Fixed Assets and Depreciation.


I need to book an asset that wasn't booked in Quick Books, instead the payments that were made every month is being directly entered into the asset account. My depreciation is not being deducted every month. What is the correct way to book these assets?


Without knowing numbers and circumstances, I can't really tell you how to straiten up what you have. So let me just explain how these transactions should have been booked.

When you purchase a fixed asset (an asset with a useful life expected to be longer than 1 year) you should post the cost of that asset to the applicable fixed asset account. If you financed the purchase, then you would also set up a note payable account. It is to the note payable account that all future payments should be posted to.

Depreciation can be tricky.
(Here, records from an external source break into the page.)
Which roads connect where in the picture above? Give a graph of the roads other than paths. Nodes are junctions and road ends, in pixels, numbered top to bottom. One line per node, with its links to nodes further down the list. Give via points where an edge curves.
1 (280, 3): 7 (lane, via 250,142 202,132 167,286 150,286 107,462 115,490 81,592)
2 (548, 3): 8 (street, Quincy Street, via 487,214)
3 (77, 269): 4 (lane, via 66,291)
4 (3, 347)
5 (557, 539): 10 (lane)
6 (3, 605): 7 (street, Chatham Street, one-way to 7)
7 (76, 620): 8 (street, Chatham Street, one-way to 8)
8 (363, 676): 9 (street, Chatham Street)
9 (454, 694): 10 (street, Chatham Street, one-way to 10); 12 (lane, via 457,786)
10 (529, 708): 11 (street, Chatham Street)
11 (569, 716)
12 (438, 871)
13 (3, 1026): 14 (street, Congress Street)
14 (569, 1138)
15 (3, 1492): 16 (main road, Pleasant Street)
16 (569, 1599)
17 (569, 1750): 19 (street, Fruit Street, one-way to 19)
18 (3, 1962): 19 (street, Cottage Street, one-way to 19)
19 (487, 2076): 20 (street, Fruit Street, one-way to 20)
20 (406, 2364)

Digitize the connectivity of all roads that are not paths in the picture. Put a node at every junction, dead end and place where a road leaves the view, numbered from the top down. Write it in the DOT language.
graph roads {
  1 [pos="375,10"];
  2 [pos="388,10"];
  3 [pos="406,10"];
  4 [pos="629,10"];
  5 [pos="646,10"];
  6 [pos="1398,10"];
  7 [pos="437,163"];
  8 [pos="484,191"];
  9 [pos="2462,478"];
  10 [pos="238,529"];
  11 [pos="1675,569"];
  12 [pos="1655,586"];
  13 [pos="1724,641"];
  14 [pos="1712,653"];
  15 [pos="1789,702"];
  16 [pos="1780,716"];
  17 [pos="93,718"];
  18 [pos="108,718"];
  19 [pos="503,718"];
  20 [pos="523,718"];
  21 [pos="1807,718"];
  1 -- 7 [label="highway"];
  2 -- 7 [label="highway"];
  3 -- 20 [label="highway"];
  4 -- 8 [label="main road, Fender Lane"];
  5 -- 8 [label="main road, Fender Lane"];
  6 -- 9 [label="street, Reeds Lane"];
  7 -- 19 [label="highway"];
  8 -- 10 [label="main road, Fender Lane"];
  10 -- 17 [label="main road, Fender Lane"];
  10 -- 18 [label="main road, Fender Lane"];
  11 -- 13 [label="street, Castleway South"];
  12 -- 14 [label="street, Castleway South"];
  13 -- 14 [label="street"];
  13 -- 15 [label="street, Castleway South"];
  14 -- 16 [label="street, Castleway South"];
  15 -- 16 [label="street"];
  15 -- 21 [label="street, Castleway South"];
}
Many small companies don't bother to post depreciation, they just wait till the end of the year and let their accountant do it. If you feel that you need this information to be posted monthly, then I would suggest that you have your accountant give you a "next year's depreciation" report that is based on the current years assets. You then can divide the total amount of depreciation on that report by 12 and post it monthly. There would then be only a small adjustment that has to be made at the end of the year for any assets purchased during the year.

This may sound like a shortcut way of doing things, but I believe that it will save you time and money. Here are several reasons why:

1. Depreciation is complicated, and unless you are trained in its nuances, you could make a mistake that it will take your accountant precious time to find.

2. Your accountant most likely uses much more powerful depreciation software than QuickBooks provides.

3. Depreciation is better calculated at the end of the year for tax purposes. Based on you profit, your accountant will be able to use depreciation strategies to lower your taxable income.

In any case the accountant that does your tax return is going to calculate depreciation anyway.